Learning Temporally Invariant and Localizable Features via Data Augmentation for Video Recognition

arXiv:2008.05721v129 citationsHas Code
Originality Incremental advance
AI Analysis

This work addresses the need for more efficient and robust video recognition models, particularly in data-scarce scenarios, though it is incremental as it builds on existing spatial augmentation methods.

The authors tackled the problem of improving video recognition by extending spatial data augmentation strategies to the temporal dimension, resulting in enhanced performance with limited training data, as demonstrated in the VIPriors challenge.

Deep-Learning-based video recognition has shown promising improvements along with the development of large-scale datasets and spatiotemporal network architectures. In image recognition, learning spatially invariant features is a key factor in improving recognition performance and robustness. Data augmentation based on visual inductive priors, such as cropping, flipping, rotating, or photometric jittering, is a representative approach to achieve these features.
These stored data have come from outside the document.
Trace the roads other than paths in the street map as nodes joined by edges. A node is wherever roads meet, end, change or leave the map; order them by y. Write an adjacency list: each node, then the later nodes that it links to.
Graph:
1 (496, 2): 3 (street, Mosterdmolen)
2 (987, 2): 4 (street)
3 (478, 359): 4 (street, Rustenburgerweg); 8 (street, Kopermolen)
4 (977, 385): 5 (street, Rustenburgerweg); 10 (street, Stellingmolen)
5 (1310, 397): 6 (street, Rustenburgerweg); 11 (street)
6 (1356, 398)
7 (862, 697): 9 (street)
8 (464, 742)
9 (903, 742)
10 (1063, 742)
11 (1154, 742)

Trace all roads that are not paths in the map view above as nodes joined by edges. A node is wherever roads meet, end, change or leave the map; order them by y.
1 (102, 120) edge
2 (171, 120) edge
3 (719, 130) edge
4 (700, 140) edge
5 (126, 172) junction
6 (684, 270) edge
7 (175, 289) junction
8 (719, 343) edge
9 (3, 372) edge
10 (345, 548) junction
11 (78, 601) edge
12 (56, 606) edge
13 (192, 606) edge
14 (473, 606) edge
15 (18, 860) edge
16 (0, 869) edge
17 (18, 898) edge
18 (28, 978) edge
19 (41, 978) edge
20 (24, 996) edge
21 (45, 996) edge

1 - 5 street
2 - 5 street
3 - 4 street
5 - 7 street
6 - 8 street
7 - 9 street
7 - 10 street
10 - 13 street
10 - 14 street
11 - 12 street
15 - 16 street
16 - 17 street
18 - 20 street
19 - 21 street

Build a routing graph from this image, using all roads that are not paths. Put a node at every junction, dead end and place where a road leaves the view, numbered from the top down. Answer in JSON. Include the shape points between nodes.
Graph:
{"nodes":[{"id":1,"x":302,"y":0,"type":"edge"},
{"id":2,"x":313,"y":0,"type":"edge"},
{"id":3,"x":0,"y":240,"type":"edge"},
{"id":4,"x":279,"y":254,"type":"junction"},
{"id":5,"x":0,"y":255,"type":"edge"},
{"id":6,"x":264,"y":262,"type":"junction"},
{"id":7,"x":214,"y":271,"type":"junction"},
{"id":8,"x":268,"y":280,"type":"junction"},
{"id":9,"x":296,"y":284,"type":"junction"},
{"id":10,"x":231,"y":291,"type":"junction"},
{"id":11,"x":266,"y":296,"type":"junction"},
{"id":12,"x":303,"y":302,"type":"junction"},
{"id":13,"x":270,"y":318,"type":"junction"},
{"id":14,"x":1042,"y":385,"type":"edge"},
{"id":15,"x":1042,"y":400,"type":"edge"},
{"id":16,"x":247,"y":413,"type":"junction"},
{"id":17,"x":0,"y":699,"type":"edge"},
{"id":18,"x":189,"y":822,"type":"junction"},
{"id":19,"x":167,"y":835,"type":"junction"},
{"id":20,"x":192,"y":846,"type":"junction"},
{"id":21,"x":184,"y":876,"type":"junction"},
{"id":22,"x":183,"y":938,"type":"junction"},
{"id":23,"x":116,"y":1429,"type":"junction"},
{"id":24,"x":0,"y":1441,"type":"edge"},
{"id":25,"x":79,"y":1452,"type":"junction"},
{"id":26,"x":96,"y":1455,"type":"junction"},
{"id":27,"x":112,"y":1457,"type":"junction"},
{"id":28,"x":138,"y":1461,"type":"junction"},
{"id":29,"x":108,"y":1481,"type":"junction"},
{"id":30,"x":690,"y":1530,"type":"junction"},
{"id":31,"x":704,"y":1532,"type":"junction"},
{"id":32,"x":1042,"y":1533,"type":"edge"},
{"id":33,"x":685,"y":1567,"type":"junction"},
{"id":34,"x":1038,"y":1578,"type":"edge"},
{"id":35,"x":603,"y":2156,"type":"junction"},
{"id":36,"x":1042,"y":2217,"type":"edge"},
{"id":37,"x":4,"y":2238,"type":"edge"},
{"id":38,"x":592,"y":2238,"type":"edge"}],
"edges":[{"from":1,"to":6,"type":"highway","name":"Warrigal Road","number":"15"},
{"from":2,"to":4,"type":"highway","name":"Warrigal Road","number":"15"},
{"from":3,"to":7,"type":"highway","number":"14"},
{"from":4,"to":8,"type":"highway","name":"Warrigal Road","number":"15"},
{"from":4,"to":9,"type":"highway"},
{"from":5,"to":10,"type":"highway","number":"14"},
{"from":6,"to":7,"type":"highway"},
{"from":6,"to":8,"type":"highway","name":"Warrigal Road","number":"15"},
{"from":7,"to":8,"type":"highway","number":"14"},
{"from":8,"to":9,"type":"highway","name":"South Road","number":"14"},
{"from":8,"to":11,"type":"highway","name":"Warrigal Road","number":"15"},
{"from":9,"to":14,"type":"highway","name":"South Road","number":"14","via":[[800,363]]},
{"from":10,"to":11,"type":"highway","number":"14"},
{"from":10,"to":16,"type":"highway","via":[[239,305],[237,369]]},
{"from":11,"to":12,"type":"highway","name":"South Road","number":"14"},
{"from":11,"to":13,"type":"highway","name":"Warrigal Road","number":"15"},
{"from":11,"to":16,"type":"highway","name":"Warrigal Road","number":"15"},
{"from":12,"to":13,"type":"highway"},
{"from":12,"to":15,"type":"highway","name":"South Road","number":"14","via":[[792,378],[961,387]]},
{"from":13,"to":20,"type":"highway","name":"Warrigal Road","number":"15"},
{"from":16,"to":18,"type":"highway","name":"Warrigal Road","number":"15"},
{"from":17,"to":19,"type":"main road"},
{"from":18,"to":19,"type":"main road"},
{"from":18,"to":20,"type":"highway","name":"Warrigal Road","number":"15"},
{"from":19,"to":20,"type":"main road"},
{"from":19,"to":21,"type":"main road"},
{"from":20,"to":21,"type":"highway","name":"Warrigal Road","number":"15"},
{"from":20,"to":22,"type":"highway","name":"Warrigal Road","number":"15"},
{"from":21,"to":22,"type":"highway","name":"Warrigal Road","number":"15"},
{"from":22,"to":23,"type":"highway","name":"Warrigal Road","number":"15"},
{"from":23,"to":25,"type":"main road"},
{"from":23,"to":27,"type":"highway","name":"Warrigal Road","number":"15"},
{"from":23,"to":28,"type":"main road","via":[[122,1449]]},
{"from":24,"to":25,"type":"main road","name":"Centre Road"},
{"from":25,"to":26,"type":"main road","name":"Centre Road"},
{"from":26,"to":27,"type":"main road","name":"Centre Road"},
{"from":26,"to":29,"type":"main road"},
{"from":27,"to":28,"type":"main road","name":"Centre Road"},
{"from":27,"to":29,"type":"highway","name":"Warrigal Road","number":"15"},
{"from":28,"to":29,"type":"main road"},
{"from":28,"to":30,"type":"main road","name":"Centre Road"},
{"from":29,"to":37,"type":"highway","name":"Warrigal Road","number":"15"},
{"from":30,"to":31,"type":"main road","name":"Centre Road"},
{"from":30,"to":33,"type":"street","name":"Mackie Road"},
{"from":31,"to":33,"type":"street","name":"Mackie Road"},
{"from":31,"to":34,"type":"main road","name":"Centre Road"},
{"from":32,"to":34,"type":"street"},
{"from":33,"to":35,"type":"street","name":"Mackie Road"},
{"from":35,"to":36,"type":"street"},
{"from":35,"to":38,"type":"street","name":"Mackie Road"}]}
Recent state-of-the-art recognition solutions have relied on modern data augmentation strategies that exploit a mixture of augmentation operations. In this study, we extend these strategies to the temporal dimension for videos to learn temporally invariant or temporally localizable features to cover temporal perturbations or complex actions in videos. Based on our novel temporal data augmentation algorithms, video recognition performances are improved using only a limited amount of training data compared to the spatial-only data augmentation algorithms, including the 1st Visual Inductive Priors (VIPriors) for data-efficient action recognition challenge. Furthermore, learned features are temporally localizable that cannot be achieved using spatial augmentation algorithms. Our source code is available at https://github.com/taeoh-kim/temporal_data_augmentation.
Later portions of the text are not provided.